The entries that follow need to be retyped verbatim.

BEGIN Data extract

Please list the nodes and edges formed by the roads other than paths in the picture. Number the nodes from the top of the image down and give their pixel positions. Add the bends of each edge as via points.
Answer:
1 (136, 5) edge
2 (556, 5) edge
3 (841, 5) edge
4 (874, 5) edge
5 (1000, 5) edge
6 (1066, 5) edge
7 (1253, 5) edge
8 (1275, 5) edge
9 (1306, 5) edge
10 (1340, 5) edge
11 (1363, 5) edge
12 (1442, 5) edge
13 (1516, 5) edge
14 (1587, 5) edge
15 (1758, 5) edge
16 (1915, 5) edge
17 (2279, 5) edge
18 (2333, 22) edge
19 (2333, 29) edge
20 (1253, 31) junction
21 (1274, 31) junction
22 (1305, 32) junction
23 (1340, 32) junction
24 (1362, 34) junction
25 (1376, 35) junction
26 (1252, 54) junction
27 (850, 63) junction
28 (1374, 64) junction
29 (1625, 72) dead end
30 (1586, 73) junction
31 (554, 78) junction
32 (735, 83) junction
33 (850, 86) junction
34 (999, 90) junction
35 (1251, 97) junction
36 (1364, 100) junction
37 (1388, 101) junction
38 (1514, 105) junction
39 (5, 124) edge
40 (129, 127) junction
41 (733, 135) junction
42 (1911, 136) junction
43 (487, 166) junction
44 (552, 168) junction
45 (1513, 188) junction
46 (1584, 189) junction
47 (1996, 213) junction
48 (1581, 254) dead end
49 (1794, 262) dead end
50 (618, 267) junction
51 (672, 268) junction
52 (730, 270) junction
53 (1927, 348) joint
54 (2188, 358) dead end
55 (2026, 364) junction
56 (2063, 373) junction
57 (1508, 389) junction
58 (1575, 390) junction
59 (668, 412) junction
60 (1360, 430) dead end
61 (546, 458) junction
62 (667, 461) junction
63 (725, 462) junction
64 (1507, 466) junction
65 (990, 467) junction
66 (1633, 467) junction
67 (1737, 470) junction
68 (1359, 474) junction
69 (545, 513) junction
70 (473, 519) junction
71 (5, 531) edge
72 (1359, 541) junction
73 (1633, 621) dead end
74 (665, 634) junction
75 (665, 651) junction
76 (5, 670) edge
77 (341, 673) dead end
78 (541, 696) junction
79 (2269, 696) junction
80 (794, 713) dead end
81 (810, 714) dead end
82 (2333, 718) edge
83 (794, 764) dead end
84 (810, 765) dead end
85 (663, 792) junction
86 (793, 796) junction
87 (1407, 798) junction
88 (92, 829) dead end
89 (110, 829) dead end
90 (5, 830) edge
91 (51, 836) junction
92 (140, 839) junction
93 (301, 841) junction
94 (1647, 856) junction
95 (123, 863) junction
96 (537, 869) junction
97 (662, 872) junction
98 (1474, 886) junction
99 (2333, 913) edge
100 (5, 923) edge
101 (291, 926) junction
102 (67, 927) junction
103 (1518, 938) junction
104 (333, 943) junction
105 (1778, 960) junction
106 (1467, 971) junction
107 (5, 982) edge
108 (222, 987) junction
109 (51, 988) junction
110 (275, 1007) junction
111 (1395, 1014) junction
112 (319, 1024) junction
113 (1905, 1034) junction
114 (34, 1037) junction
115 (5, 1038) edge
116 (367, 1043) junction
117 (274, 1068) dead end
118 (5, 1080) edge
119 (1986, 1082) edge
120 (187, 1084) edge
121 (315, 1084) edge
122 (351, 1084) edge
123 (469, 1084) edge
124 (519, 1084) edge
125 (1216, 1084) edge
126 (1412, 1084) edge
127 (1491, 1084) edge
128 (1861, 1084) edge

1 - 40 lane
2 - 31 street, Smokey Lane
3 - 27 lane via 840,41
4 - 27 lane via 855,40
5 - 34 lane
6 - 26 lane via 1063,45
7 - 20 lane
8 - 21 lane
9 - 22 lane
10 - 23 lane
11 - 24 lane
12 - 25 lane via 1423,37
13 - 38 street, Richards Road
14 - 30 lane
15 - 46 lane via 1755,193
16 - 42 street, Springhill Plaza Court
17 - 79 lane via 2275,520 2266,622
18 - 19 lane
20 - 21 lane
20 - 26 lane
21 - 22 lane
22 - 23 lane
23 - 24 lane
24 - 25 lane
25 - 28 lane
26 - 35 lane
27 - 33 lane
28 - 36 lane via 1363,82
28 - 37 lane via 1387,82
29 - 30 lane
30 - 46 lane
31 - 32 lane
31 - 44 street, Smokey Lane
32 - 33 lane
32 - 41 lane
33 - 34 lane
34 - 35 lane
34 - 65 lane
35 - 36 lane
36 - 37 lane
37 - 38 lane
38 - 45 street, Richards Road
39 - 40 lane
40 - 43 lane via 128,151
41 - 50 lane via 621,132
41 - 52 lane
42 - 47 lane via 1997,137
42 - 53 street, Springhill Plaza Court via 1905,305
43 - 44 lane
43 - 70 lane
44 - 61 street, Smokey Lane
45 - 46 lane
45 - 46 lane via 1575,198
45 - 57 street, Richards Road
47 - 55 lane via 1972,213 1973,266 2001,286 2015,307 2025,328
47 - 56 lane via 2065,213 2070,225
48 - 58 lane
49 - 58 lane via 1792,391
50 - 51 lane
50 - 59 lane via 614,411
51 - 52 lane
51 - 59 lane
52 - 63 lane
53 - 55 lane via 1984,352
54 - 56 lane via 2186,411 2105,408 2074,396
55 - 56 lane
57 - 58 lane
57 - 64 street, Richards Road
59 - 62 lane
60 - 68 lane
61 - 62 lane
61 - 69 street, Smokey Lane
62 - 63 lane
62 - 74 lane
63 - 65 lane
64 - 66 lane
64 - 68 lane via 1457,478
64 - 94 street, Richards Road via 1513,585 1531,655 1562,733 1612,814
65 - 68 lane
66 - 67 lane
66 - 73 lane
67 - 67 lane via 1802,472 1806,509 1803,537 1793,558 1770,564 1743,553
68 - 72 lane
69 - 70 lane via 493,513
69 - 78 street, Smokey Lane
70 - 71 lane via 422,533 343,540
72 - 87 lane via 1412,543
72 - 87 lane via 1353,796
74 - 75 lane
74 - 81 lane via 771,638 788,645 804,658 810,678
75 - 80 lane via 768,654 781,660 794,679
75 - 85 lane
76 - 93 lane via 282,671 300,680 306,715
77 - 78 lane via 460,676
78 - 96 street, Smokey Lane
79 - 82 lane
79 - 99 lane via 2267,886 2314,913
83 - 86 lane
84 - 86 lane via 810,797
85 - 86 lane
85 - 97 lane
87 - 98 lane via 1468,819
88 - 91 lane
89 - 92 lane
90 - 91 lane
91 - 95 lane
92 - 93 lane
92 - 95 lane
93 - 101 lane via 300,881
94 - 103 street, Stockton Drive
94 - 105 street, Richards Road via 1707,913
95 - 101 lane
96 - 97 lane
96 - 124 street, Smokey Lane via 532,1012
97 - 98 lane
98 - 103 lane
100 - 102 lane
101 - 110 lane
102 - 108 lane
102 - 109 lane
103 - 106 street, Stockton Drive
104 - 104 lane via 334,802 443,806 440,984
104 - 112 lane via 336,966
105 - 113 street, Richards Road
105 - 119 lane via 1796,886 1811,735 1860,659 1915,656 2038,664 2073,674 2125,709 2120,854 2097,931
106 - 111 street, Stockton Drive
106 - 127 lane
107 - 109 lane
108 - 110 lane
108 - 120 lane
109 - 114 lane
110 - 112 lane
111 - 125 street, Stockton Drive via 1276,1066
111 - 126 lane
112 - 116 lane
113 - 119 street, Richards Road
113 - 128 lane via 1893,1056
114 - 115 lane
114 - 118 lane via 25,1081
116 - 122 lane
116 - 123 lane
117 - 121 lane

END Data extract

_Solution to this problem_
Please list the nodes and edges formed by the roads other than paths in the picture. Number the nodes from the top of the image down and give their pixel positions. Add the bends of each edge as via points.
Answer:
1 (136, 5) edge
2 (556, 5) edge
3 (841, 5) edge
4 (874, 5) edge
5 (1000, 5) edge
6 (1066, 5) edge
7 (1253, 5) edge
8 (1275, 5) edge
9 (1306, 5) edge
10 (1340, 5) edge
11 (1363, 5) edge
12 (1442, 5) edge
13 (1516, 5) edge
14 (1587, 5) edge
15 (1758, 5) edge
16 (1915, 5) edge
17 (2279, 5) edge
18 (2333, 22) edge
19 (2333, 29) edge
20 (1253, 31) junction
21 (1274, 31) junction
22 (1305, 32) junction
23 (1340, 32) junction
24 (1362, 34) junction
25 (1376, 35) junction
26 (1252, 54) junction
27 (850, 63) junction
28 (1374, 64) junction
29 (1625, 72) dead end
30 (1586, 73) junction
31 (554, 78) junction
32 (735, 83) junction
33 (850, 86) junction
34 (999, 90) junction
35 (1251, 97) junction
36 (1364, 100) junction
37 (1388, 101) junction
38 (1514, 105) junction
39 (5, 124) edge
40 (129, 127) junction
41 (733, 135) junction
42 (1911, 136) junction
43 (487, 166) junction
44 (552, 168) junction
45 (1513, 188) junction
46 (1584, 189) junction
47 (1996, 213) junction
48 (1581, 254) dead end
49 (1794, 262) dead end
50 (618, 267) junction
51 (672, 268) junction
52 (730, 270) junction
53 (1927, 348) joint
54 (2188, 358) dead end
55 (2026, 364) junction
56 (2063, 373) junction
57 (1508, 389) junction
58 (1575, 390) junction
59 (668, 412) junction
60 (1360, 430) dead end
61 (546, 458) junction
62 (667, 461) junction
63 (725, 462) junction
64 (1507, 466) junction
65 (990, 467) junction
66 (1633, 467) junction
67 (1737, 470) junction
68 (1359, 474) junction
69 (545, 513) junction
70 (473, 519) junction
71 (5, 531) edge
72 (1359, 541) junction
73 (1633, 621) dead end
74 (665, 634) junction
75 (665, 651) junction
76 (5, 670) edge
77 (341, 673) dead end
78 (541, 696) junction
79 (2269, 696) junction
80 (794, 713) dead end
81 (810, 714) dead end
82 (2333, 718) edge
83 (794, 764) dead end
84 (810, 765) dead end
85 (663, 792) junction
86 (793, 796) junction
87 (1407, 798) junction
88 (92, 829) dead end
89 (110, 829) dead end
90 (5, 830) edge
91 (51, 836) junction
92 (140, 839) junction
93 (301, 841) junction
94 (1647, 856) junction
95 (123, 863) junction
96 (537, 869) junction
97 (662, 872) junction
98 (1474, 886) junction
99 (2333, 913) edge
100 (5, 923) edge
101 (291, 926) junction
102 (67, 927) junction
103 (1518, 938) junction
104 (333, 943) junction
105 (1778, 960) junction
106 (1467, 971) junction
107 (5, 982) edge
108 (222, 987) junction
109 (51, 988) junction
110 (275, 1007) junction
111 (1395, 1014) junction
112 (319, 1024) junction
113 (1905, 1034) junction
114 (34, 1037) junction
115 (5, 1038) edge
116 (367, 1043) junction
117 (274, 1068) dead end
118 (5, 1080) edge
119 (1986, 1082) edge
120 (187, 1084) edge
121 (315, 1084) edge
122 (351, 1084) edge
123 (469, 1084) edge
124 (519, 1084) edge
125 (1216, 1084) edge
126 (1412, 1084) edge
127 (1491, 1084) edge
128 (1861, 1084) edge

1 - 40 lane
2 - 31 street, Smokey Lane
3 - 27 lane via 840,41
4 - 27 lane via 855,40
5 - 34 lane
6 - 26 lane via 1063,45
7 - 20 lane
8 - 21 lane
9 - 22 lane
10 - 23 lane
11 - 24 lane
12 - 25 lane via 1423,37
13 - 38 street, Richards Road
14 - 30 lane
15 - 46 lane via 1755,193
16 - 42 street, Springhill Plaza Court
17 - 79 lane via 2275,520 2266,622
18 - 19 lane
20 - 21 lane
20 - 26 lane
21 - 22 lane
22 - 23 lane
23 - 24 lane
24 - 25 lane
25 - 28 lane
26 - 35 lane
27 - 33 lane
28 - 36 lane via 1363,82
28 - 37 lane via 1387,82
29 - 30 lane
30 - 46 lane
31 - 32 lane
31 - 44 street, Smokey Lane
32 - 33 lane
32 - 41 lane
33 - 34 lane
34 - 35 lane
34 - 65 lane
35 - 36 lane
36 - 37 lane
37 - 38 lane
38 - 45 street, Richards Road
39 - 40 lane
40 - 43 lane via 128,151
41 - 50 lane via 621,132
41 - 52 lane
42 - 47 lane via 1997,137
42 - 53 street, Springhill Plaza Court via 1905,305
43 - 44 lane
43 - 70 lane
44 - 61 street, Smokey Lane
45 - 46 lane
45 - 46 lane via 1575,198
45 - 57 street, Richards Road
47 - 55 lane via 1972,213 1973,266 2001,286 2015,307 2025,328
47 - 56 lane via 2065,213 2070,225
48 - 58 lane
49 - 58 lane via 1792,391
50 - 51 lane
50 - 59 lane via 614,411
51 - 52 lane
51 - 59 lane
52 - 63 lane
53 - 55 lane via 1984,352
54 - 56 lane via 2186,411 2105,408 2074,396
55 - 56 lane
57 - 58 lane
57 - 64 street, Richards Road
59 - 62 lane
60 - 68 lane
61 - 62 lane
61 - 69 street, Smokey Lane
62 - 63 lane
62 - 74 lane
63 - 65 lane
64 - 66 lane
64 - 68 lane via 1457,478
64 - 94 street, Richards Road via 1513,585 1531,655 1562,733 1612,814
65 - 68 lane
66 - 67 lane
66 - 73 lane
67 - 67 lane via 1802,472 1806,509 1803,537 1793,558 1770,564 1743,553
68 - 72 lane
69 - 70 lane via 493,513
69 - 78 street, Smokey Lane
70 - 71 lane via 422,533 343,540
72 - 87 lane via 1412,543
72 - 87 lane via 1353,796
74 - 75 lane
74 - 81 lane via 771,638 788,645 804,658 810,678
75 - 80 lane via 768,654 781,660 794,679
75 - 85 lane
76 - 93 lane via 282,671 300,680 306,715
77 - 78 lane via 460,676
78 - 96 street, Smokey Lane
79 - 82 lane
79 - 99 lane via 2267,886 2314,913
83 - 86 lane
84 - 86 lane via 810,797
85 - 86 lane
85 - 97 lane
87 - 98 lane via 1468,819
88 - 91 lane
89 - 92 lane
90 - 91 lane
91 - 95 lane
92 - 93 lane
92 - 95 lane
93 - 101 lane via 300,881
94 - 103 street, Stockton Drive
94 - 105 street, Richards Road via 1707,913
95 - 101 lane
96 - 97 lane
96 - 124 street, Smokey Lane via 532,1012
97 - 98 lane
98 - 103 lane
100 - 102 lane
101 - 110 lane
102 - 108 lane
102 - 109 lane
103 - 106 street, Stockton Drive
104 - 104 lane via 334,802 443,806 440,984
104 - 112 lane via 336,966
105 - 113 street, Richards Road
105 - 119 lane via 1796,886 1811,735 1860,659 1915,656 2038,664 2073,674 2125,709 2120,854 2097,931
106 - 111 street, Stockton Drive
106 - 127 lane
107 - 109 lane
108 - 110 lane
108 - 120 lane
109 - 114 lane
110 - 112 lane
111 - 125 street, Stockton Drive via 1276,1066
111 - 126 lane
112 - 116 lane
113 - 119 street, Richards Road
113 - 128 lane via 1893,1056
114 - 115 lane
114 - 118 lane via 25,1081
116 - 122 lane
116 - 123 lane
117 - 121 lane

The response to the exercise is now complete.